C'est peut être pas Synergy mais Growl dans ce cas là


----------



## gregetcoco (29 Janvier 2006)

ultraman a dit:
			
		

> C'est peut être pas Synergy mais Growl dans ce cas là




non c'est synergy


----------



## arno1x (29 Janvier 2006)

gregetcoco a dit:
			
		

> non c'est synergy


Salut, voici dans les préférences de synergie ce  que tu dois voir


----------



## arno1x (29 Janvier 2006)

arno1x a dit:
			
		

> Salut, voici dans les préférences de synergie ce  que tu dois voir


et apparemment il n'y a pas de quoi "skiner" le flotteur tu as raison et je ne sais pas non plus si ça existe... un skin pour changer le flotteur et du coup je vais chercher de mon côté

@+

Arno


----------



## gregetcoco (30 Janvier 2006)

arno1x a dit:
			
		

> et apparemment il n'y a pas de quoi "skiner" le flotteur tu as raison et je ne sais pas non plus si ça existe... un skin pour changer le flotteur et du coup je vais chercher de mon côté
> 
> @+
> 
> Arno




merci l'ami ! je cherche également de mon coté mais je pense que ce n'est pas possible


----------



## gregetcoco (9 Février 2006)

est ce que growl pourrait changer l'aspect du flotteur de synergy


----------



## ultra' (9 Février 2006)

Faut pas exagérer tout de même avec tes questions, c'est pas clair du tout.

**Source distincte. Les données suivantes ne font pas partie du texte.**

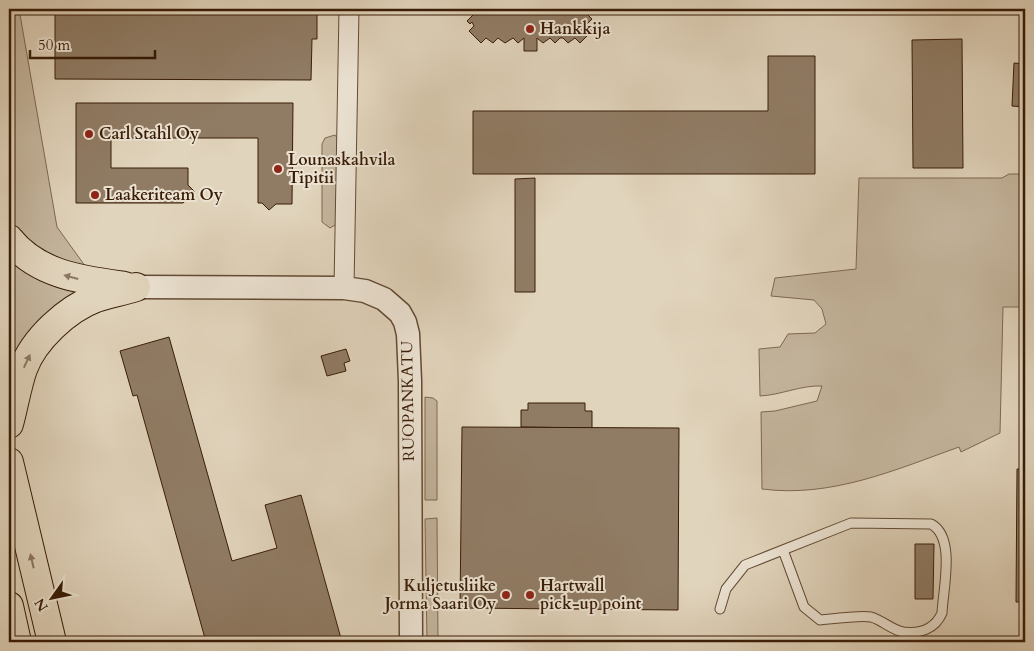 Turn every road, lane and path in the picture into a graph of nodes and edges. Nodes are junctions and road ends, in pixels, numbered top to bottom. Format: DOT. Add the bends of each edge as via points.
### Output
graph roads {
  1 [pos="349,9"];
  2 [pos="9,240"];
  3 [pos="136,287"];
  4 [pos="344,288"];
  5 [pos="9,424"];
  6 [pos="9,462"];
  7 [pos="783,550"];
  8 [pos="9,606"];
  9 [pos="720,609"];
  10 [pos="17,642"];
  11 [pos="52,642"];
  12 [pos="411,642"];
  1 -- 4 [label="street"];
  3 -- 2 [label="highway, one-way" via="55,272 27,257"];
  3 -- 4 [label="street, RUOPANKATU"];
  5 -- 3 [label="highway, one-way" via="24,368 40,338 84,304"];
  4 -- 12 [label="street, RUOPANKATU" via="384,299 400,314 408,334"];
  11 -- 6 [label="highway, one-way"];
  7 -- 7 [label="lane" via="851,523 931,524 942,534 946,552 942,613 934,626 928,629 902,632 870,617 820,620 804,607"];
  7 -- 9 [label="lane" via="745,565 726,589"];
  8 -- 10 [label="highway"];
} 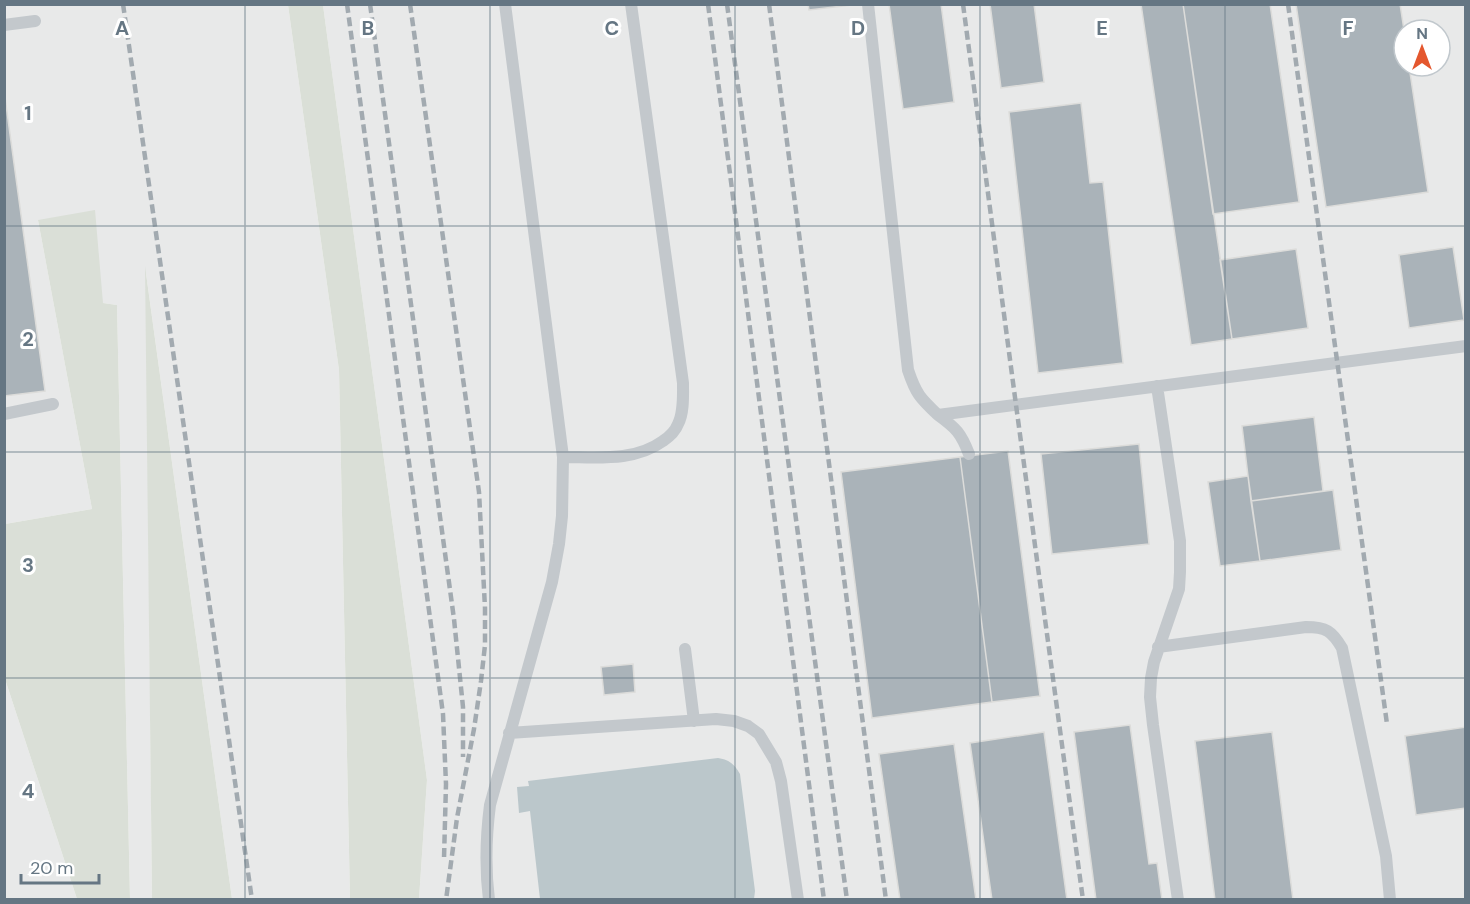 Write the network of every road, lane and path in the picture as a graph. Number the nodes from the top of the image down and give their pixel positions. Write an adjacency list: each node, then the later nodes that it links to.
1 (505, 4): 12 (lane)
2 (632, 4): 12 (lane)
3 (868, 4): 10 (lane)
4 (35, 21): 5 (lane)
5 (4, 25)
6 (1466, 346): 7 (lane)
7 (1157, 386): 10 (lane); 13 (lane)
8 (53, 404): 9 (lane)
9 (4, 414)
10 (938, 415): 11 (lane)
11 (969, 454)
12 (563, 458): 16 (lane)
13 (1158, 647): 19 (lane); 20 (lane)
14 (685, 649): 15 (lane)
15 (694, 721): 16 (lane); 18 (lane)
16 (509, 733): 17 (lane)
17 (489, 900)
18 (798, 900)
19 (1178, 900)
20 (1390, 900)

Growl ne peut pas modifier l'apparence du flotteur Synergy, mais tu peux désactiver l'affichage du flotteur dans synergy et qu'il apparaisse via Growl.

Mais tu as l'air persuadé que ce n'est pas Growl mais Synergy, donc vas voir sur le forum Synergy, ils pourront te renseigner mieux qu'ici.


----------



## jem25 (9 Septembre 2006)

est qu'on peut changer les pochettes de cd qu'il nous trouve parce que des fois:mouais: du style pour Europe il me fout le best of des gipsy King:hein: y crak la alors c'est possible de faire comme cover flow?


----------